Thursday, October 06, 2011

Bits and Pieces - October 6, 2011

Paul Krugman comes around on the Occupy movement, and Charles Pierce gives some impressions.

Hard cases make bad law, and, unfortunately, the extremists are driving toward hard cases.

Thirteen ways the Republicans are wrong, from a Republican. There probably are more. Ezra Klein gives you the opportunity to suggest questions for the Republican presidential candidates.

I'm a great Matrix fan, but I don't have time to check this out just now.

It's sad that Steve Jobs has died. He greatly influenced this machine I'm typing on now and many other things. But I tend to agree with Kevin Drum that much of what he did was self-limiting by design. I'm not an Apple person, and it seems to me that where I went off the rails and why I stayed off is consistent with what Kevin says. I walked into an Apple store a few months ago, found everything quite opaque to my intuition and walked out. Plus I never could make my iPod work right. That might be me, but it also suggests some limitations in the Apple approach.

3 comments:

Anonymous said...

Perhaps you brought too much previous computer experience, too much Windows muscle memory, into the Apple store with you.

I know that for all the Aunt Millies of the world, people flummoxed by computers or who have the computer equivalent of the would-be gardener's brown thumb, Jobs' designs have been a godsend.
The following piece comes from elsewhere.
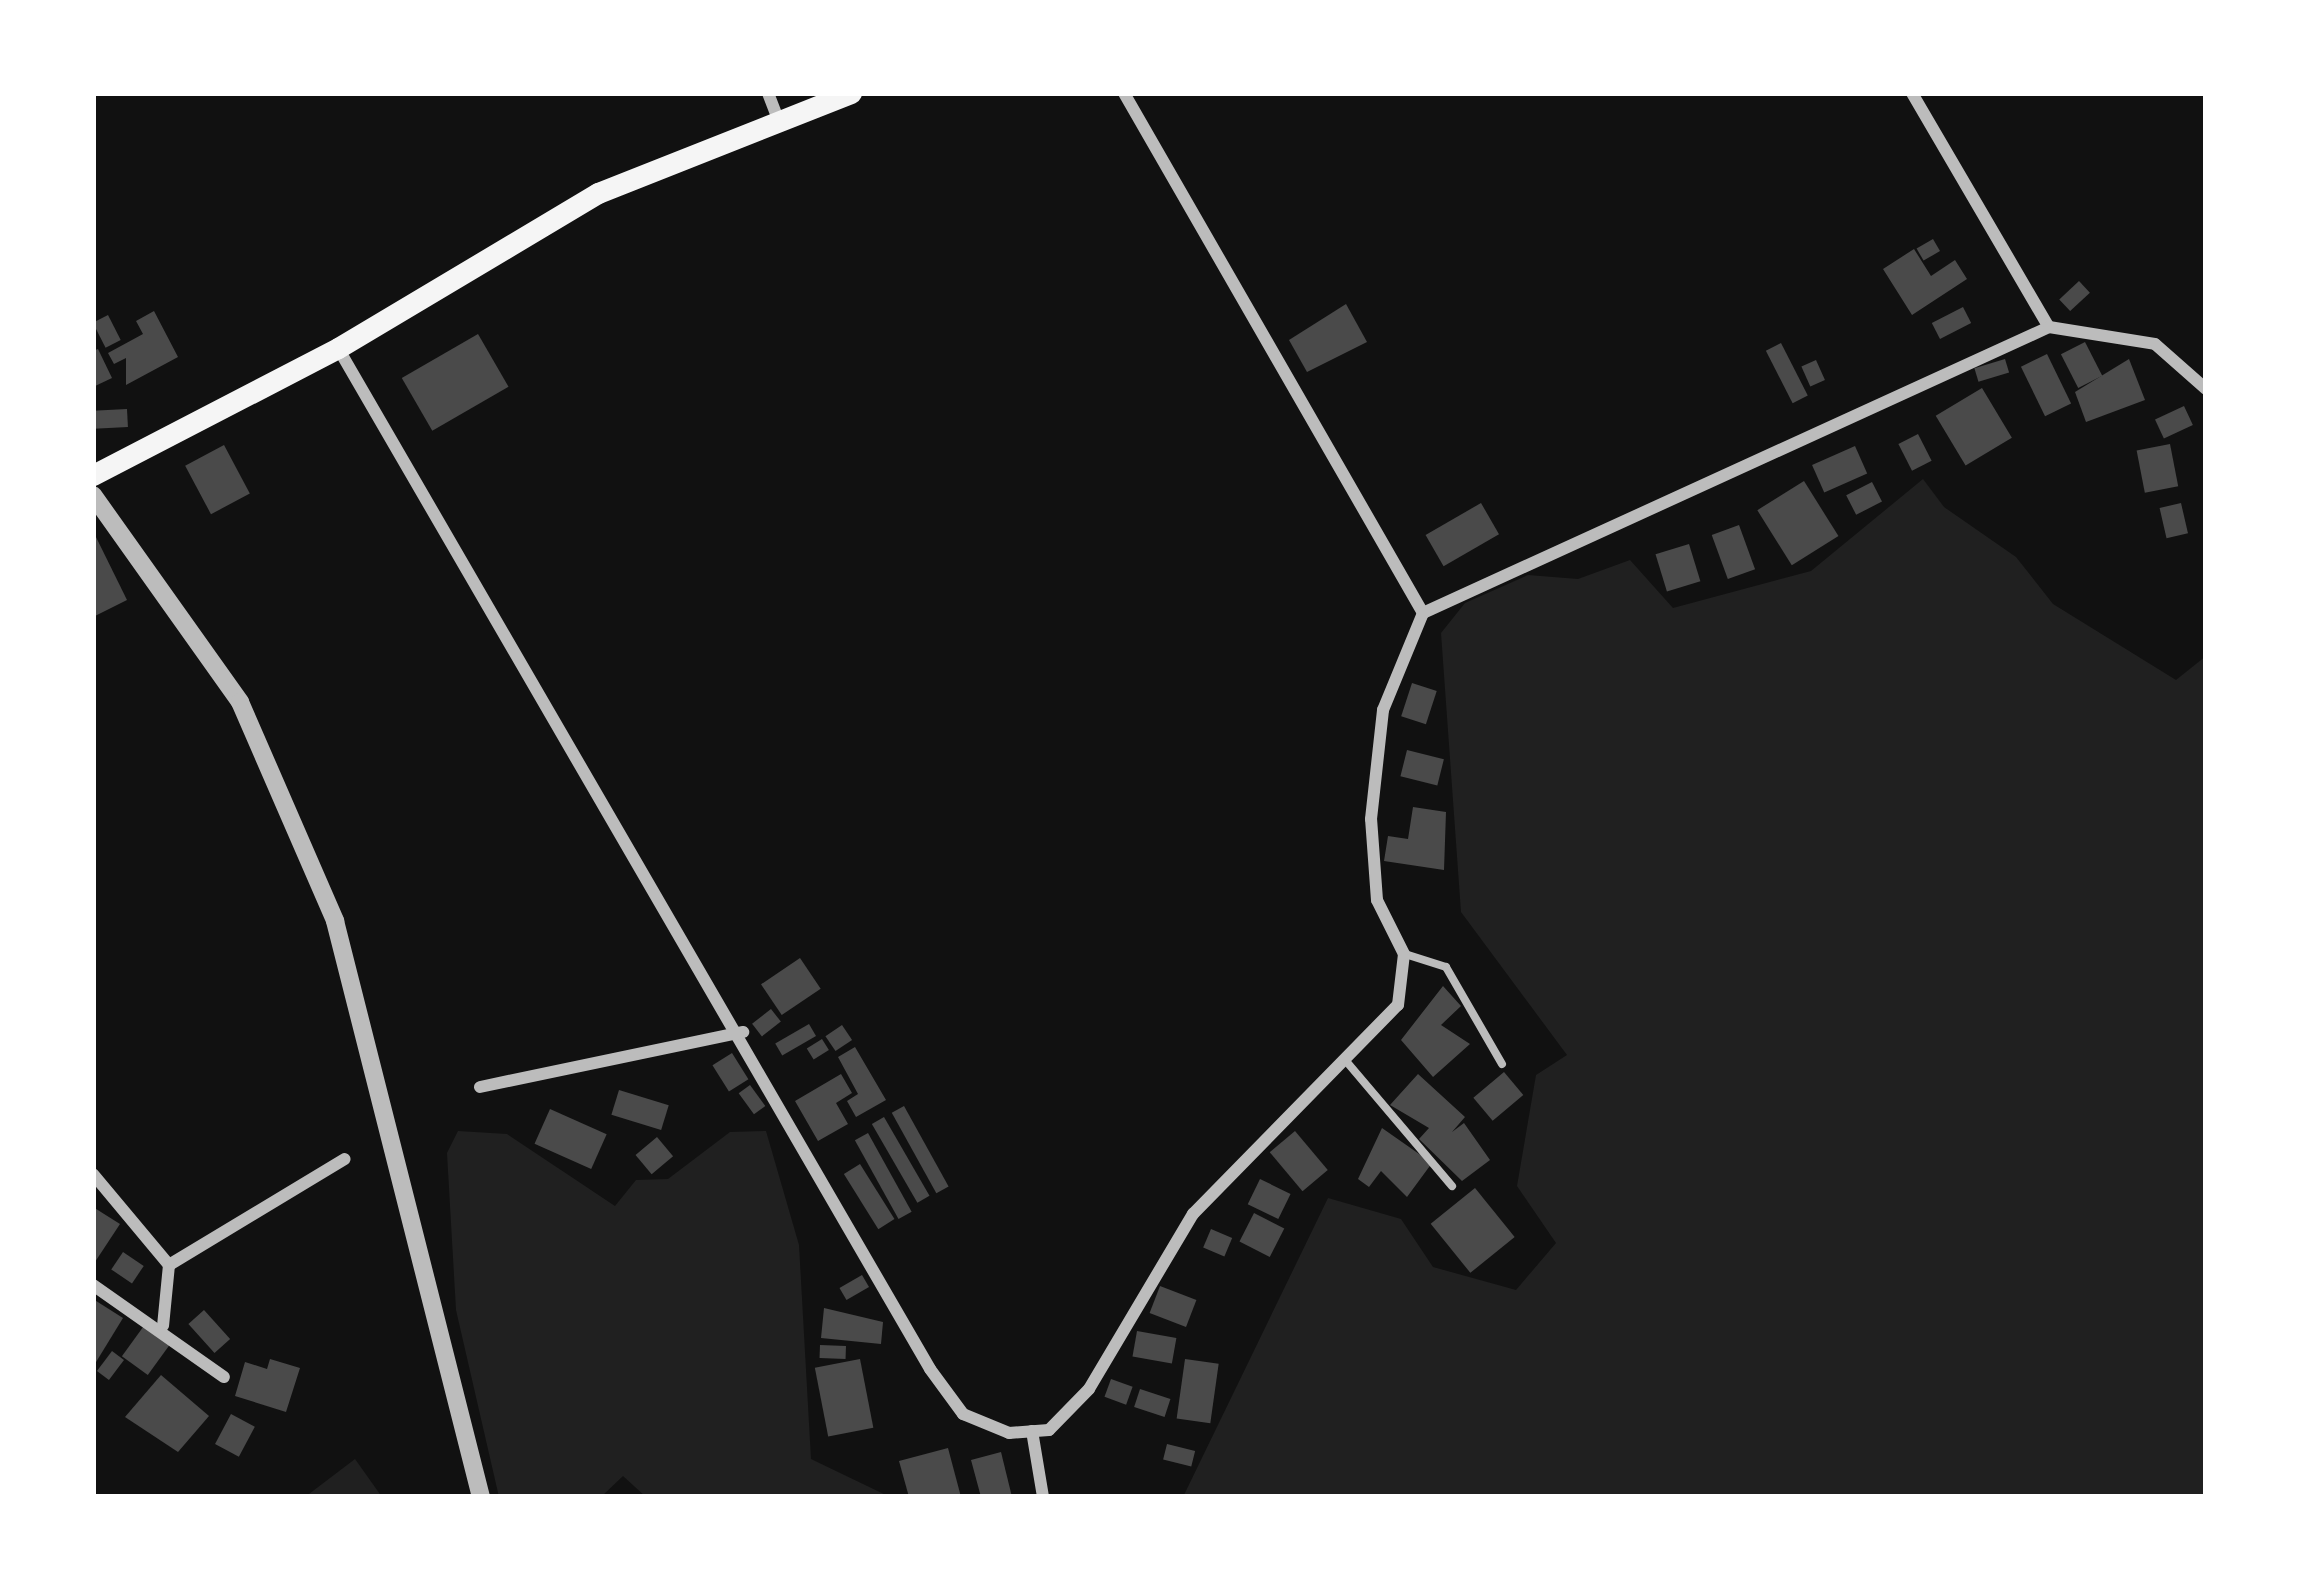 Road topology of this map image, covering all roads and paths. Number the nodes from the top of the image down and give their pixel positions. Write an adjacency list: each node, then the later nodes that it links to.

I switched about seven years ago, after more than fifteen years struggling with the difficulties of numerous versions of Windows. Not that OS X doesn't have its oddities and complexities, but for the most part it more successfully abstracts away a lot of the nerdiness of the computer experience, the iPad even more so.

Using Apple products I spend more time concentrating on work instead of concentrating on the computer itself. Now I only work on PCs when someone pays me to & for my personal use I stick with systems that almost always 'just work'.

Getting family & friends switched over has reduced my technical support calls from them to almost nil.

Cheryl Rofer said...

I'm sure that is true. Some very long time ago, I had a Macintosh at work. That was my employer's standard. And then a competitor started using the latest version of Word on his PCs, and it always came out later for Mac; plus it had fewer features and didn't work as well.

The problems of trying to make a lesser product work on a superior machine, we sniffed. But compatibility and competitiveness problems made me switch to PCs. I wasn't the only one; by then my employer had given up on Apple purity.

I've had compatibility problems with Apple friends up until a few years ago; that finally seems to have been fixed, as was the word processing issue, long ago.

I'm sure it is my expectations, but picking up a white slab and not seeing a way to turn it on, or swiping and poking at an unresponsive screen is not my idea of intuitive use. The iPod problem was probably mostly mine, but some of it was the way the software didn't work on my PC; that old compatibility bugaboo.

I'm just saying that Jobs built Apple for a very specific clientele, about 10% of the users. For those for whom Apple works, that's a joy and, apparently makes computer use possible for some for whom it otherwise might not.

Unknown said...

Ironically I think its the opposite. He's built it for the vast majority (it still amazes me how quickly children pick up how to use an iPad or phone).

My own experience is that I got to use a Next cube when it first came out, and it was an eye opener, particularly mathematica which Jobs helped design with Wolfham. The power and ease-of-use for the time were remarkable (the web was invented on a Next machine). People who couldn't program could program.

Some of the wonder I think is lost today, simple because people forget how god awful it was before Jobs came along, and how many ideas from Apple and Next have been translated to Windows.